Which got me thinking: was I ever going to actually use this almost fifteen-year-old rig, rig being generous as I doubt it even works anymore, to stabilize a camera on an actual shot? Instead, what other affordable, DIY options are available to me now, in 2019, for stabilizing a camera on a budget?
So I did the smart thing and finally did some research. This is what I found:
The top seven affordable DIY ways I found to stabilize your camera on a budget, in order from simplest to most complicated, were: 1) making use of a simple and cheap tripod to tilt, pan, or monopod a DSLR camera, 2) tying strings, rubber bands, or camera straps to your camera and anchor with your body weight to stabilize handheld pans and tilts, 3) making a glidecam out of an old gift bag 4) using wheelchairs, skateboards, or “magic carpet” dollies for tracking shots, 5) creating a PVC pipe rig that actually works in 2019, 6) using metal instead of PVC for a sturdier DIY rig, and 7) doing some fabricating at home using carbon fiber and some electronic components to create your own DIY Gimbal!
And that’s just a bird’s eye view of all the tricks and tools you can use to stabilize your cine-work with a DIY mindset.
If you’re not interested in a DIY solution have a look at our amazing guide to the best gimbals for DSLR and mirrorless cameras instead.
Let’s take a look at each of the prescribed methods in more detail below. But first:
What is Camera Stabilization?
Let’s talk about camera stabilization for a moment. When we talk about camera stabilization, what we are talking about is the creation of a smooth, stable image.
We often think of stabilization as solely referring to the opposite of “shaky cam”, but stabilization isn’t just about smooth sailing when going handheld.
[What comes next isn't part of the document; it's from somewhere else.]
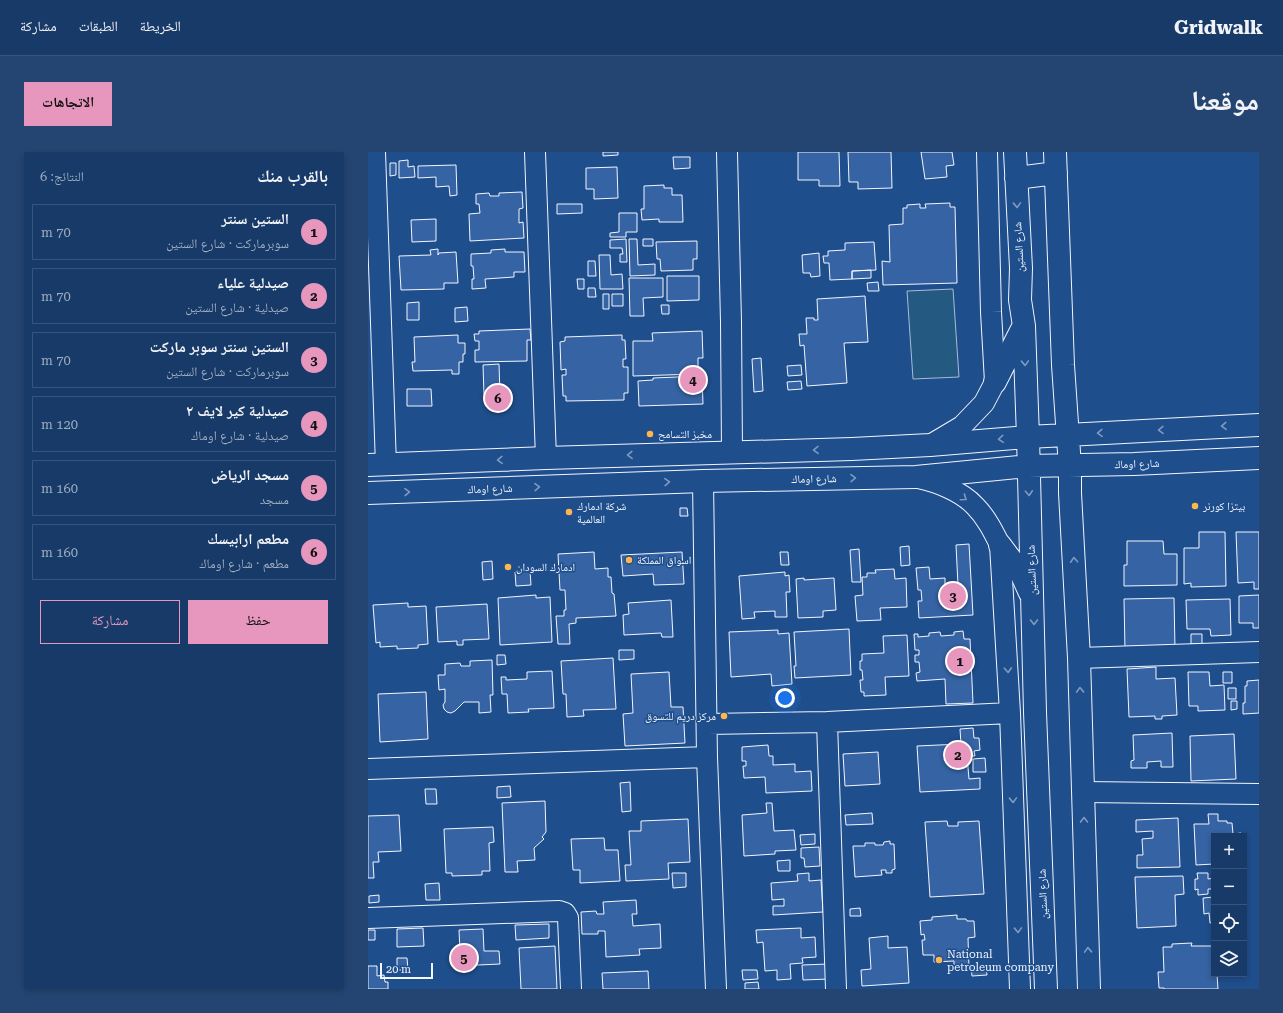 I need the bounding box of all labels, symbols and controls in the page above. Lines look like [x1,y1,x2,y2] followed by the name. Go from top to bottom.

A tripod is a perfect example of hands-free camera stabilization.
I know that’s a very basic observation, but it’s worth pointing out because in my research I found that the method of stabilization that’s best for you is largely dependent on what type of shot you are trying to create.
For example, when you think of stabilization, your first thought might go to a gimbal or glidecam rig, and you might skip over a tripod or a slider. In reality, anything that supports your camera’s weight and creates a steady image can be a stabilizer. Even a bit of resistance to keep your arms steady can count as stabilization.
There are more reasons than a complex eight-minute handheld one shot that you could use help stabilizing an image. You might need a stabilizer when panning or tilting, or maybe you need to stabilize an image while tracking or dollying. You might just need a steady solution for shooting handheld in a pinch. I’ve got all of those covered.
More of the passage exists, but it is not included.